The tech stock's gain adds to a sharp rise yesterday, when Telaria and The Rubicon Project (NYSE:RUBI) announced a definitive agreement to merge their businesses and create a single supply-side platform for publishers to optimize their ad inventory programmatically. Together, the two ad tech companies will make up the world's largest supply-side platform and have an important foothold in the fast-growing connected TV (CTV) advertising market.
Shares of Rubicon stock are also up, trading about 7% higher.
Shares of the two companies are likely rising Friday as investors continue to digest the implications of the stock-for-stock merger. In response to the merger agreement, Craig-Hallum analyst Jason Kreyer boosted his 12-month price targets for both stocks to levels that imply significant upside.
Kreyer lifted his price target on Rubicon Project from $12 to $13. He boosted his price target on Telaria from $11 to $14 -- a figure that implies more than 50% upside.
Together, the two companies will create "The Trade Desk of the supply side," Kreyer argues. By coming together, the two companies can offer publishers a one-stop shop to monetize ad yield programmatically, just as The Trade Desk has done on the demand side for ad buyers.

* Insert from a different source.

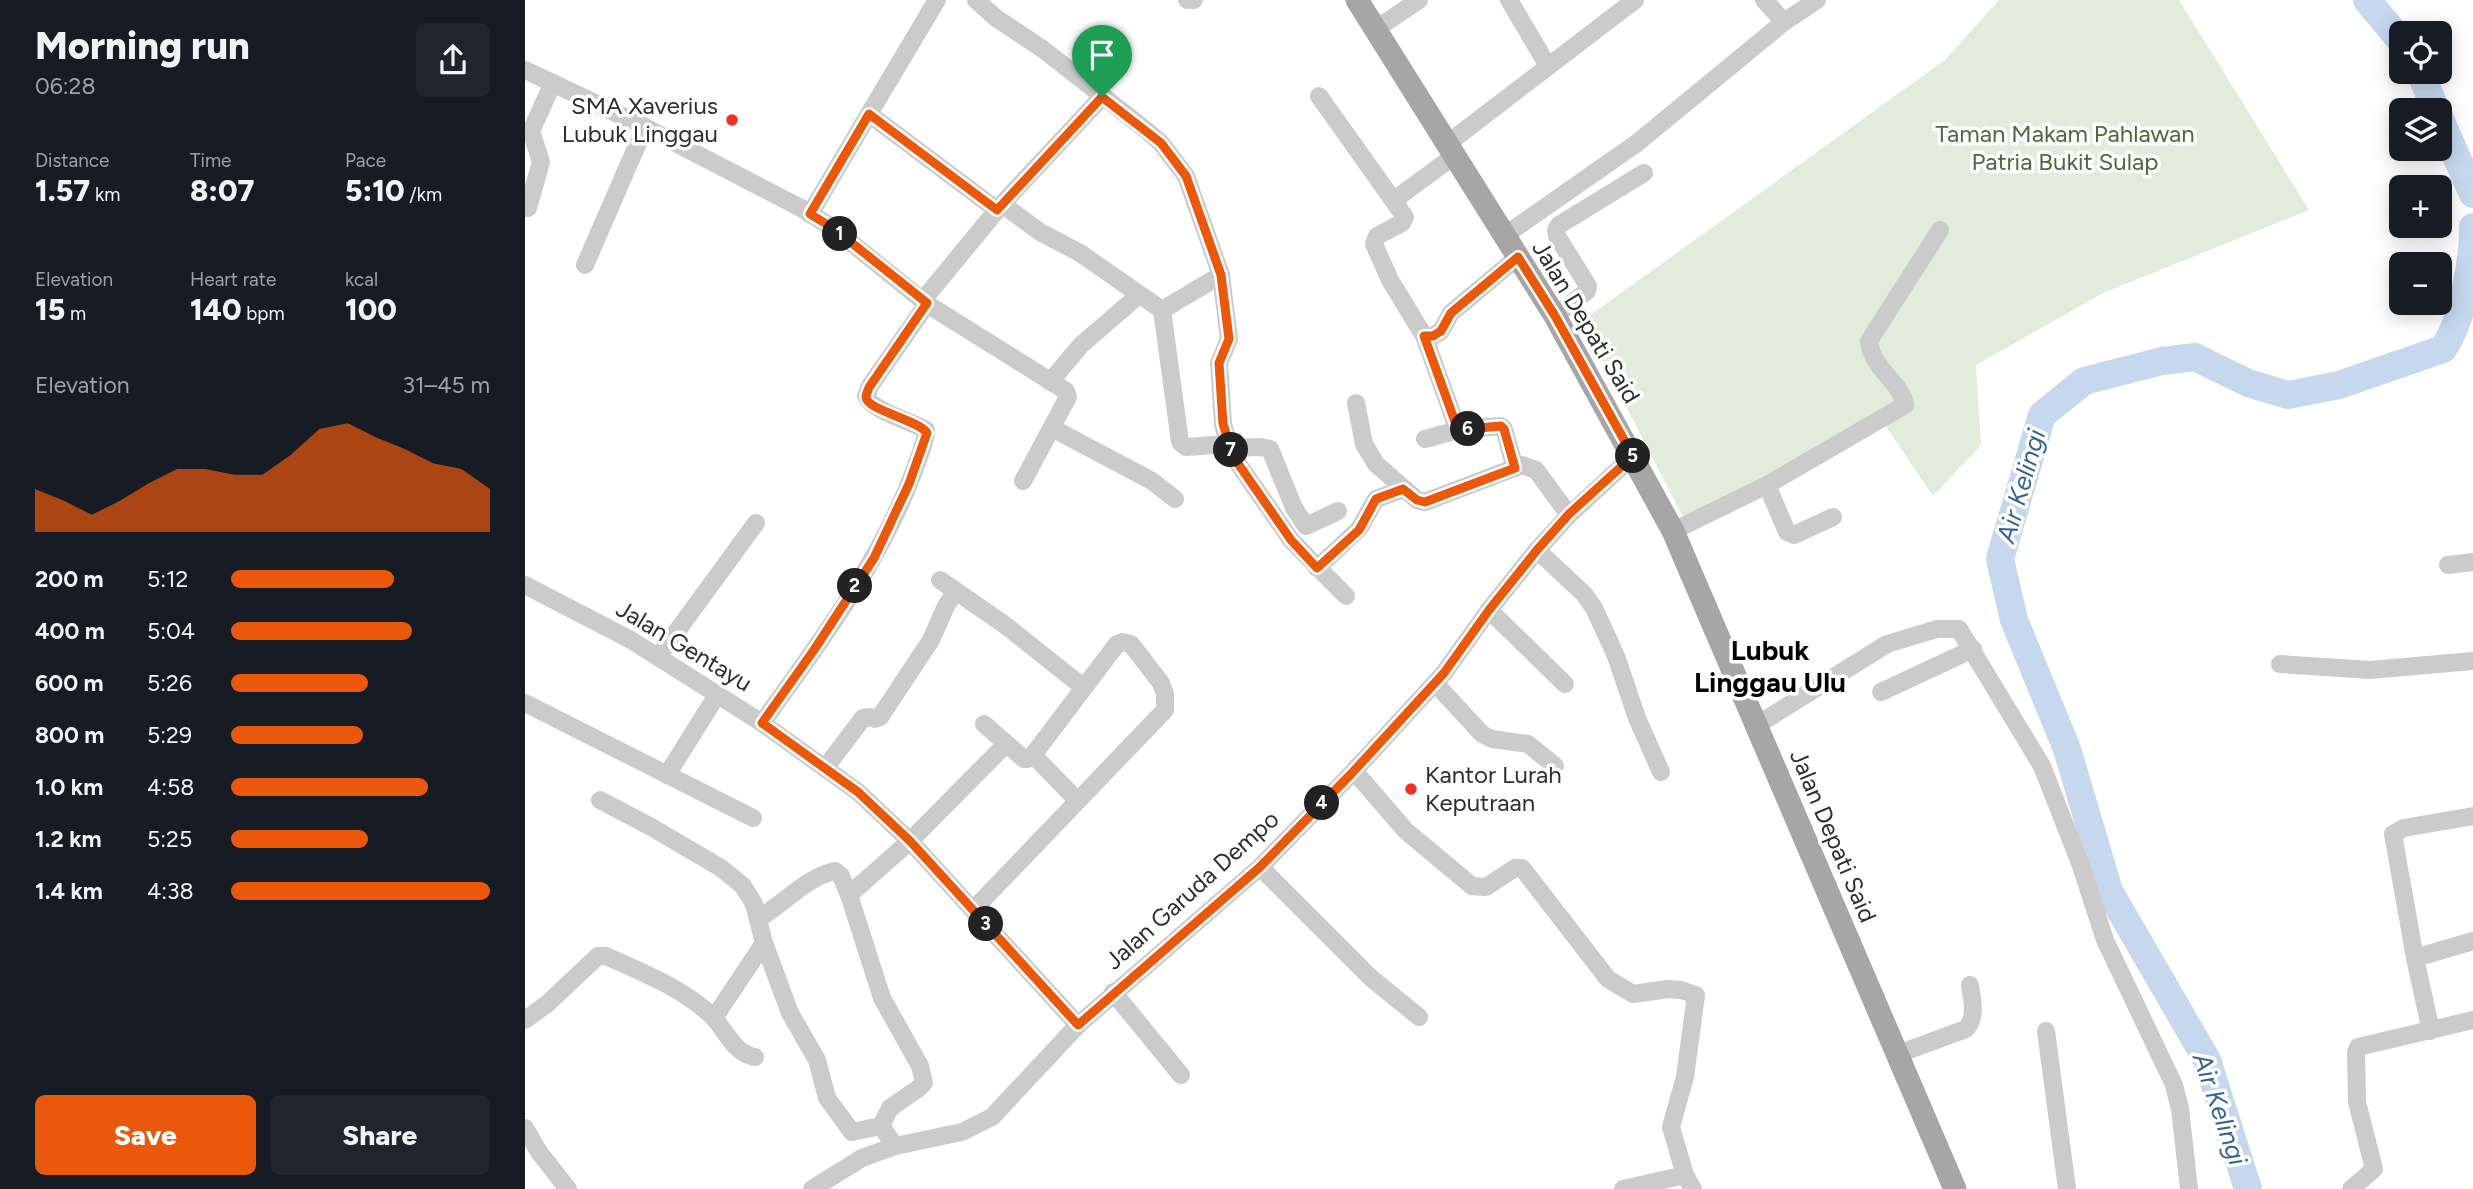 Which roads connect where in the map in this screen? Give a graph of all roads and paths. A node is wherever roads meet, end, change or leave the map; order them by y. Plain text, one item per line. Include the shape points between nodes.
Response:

The companies believe that, when combined, they'll benefit from accelerated growth in CTV and "substantial" adjusted EBITDA. In addition, they forecast an annual run rate of $15 million to $20 million in cost savings.
The merger, which is subject to shareholder vote, regulatory approval, and other customary closing conditions, is expected to close sometime in the first half of 2020.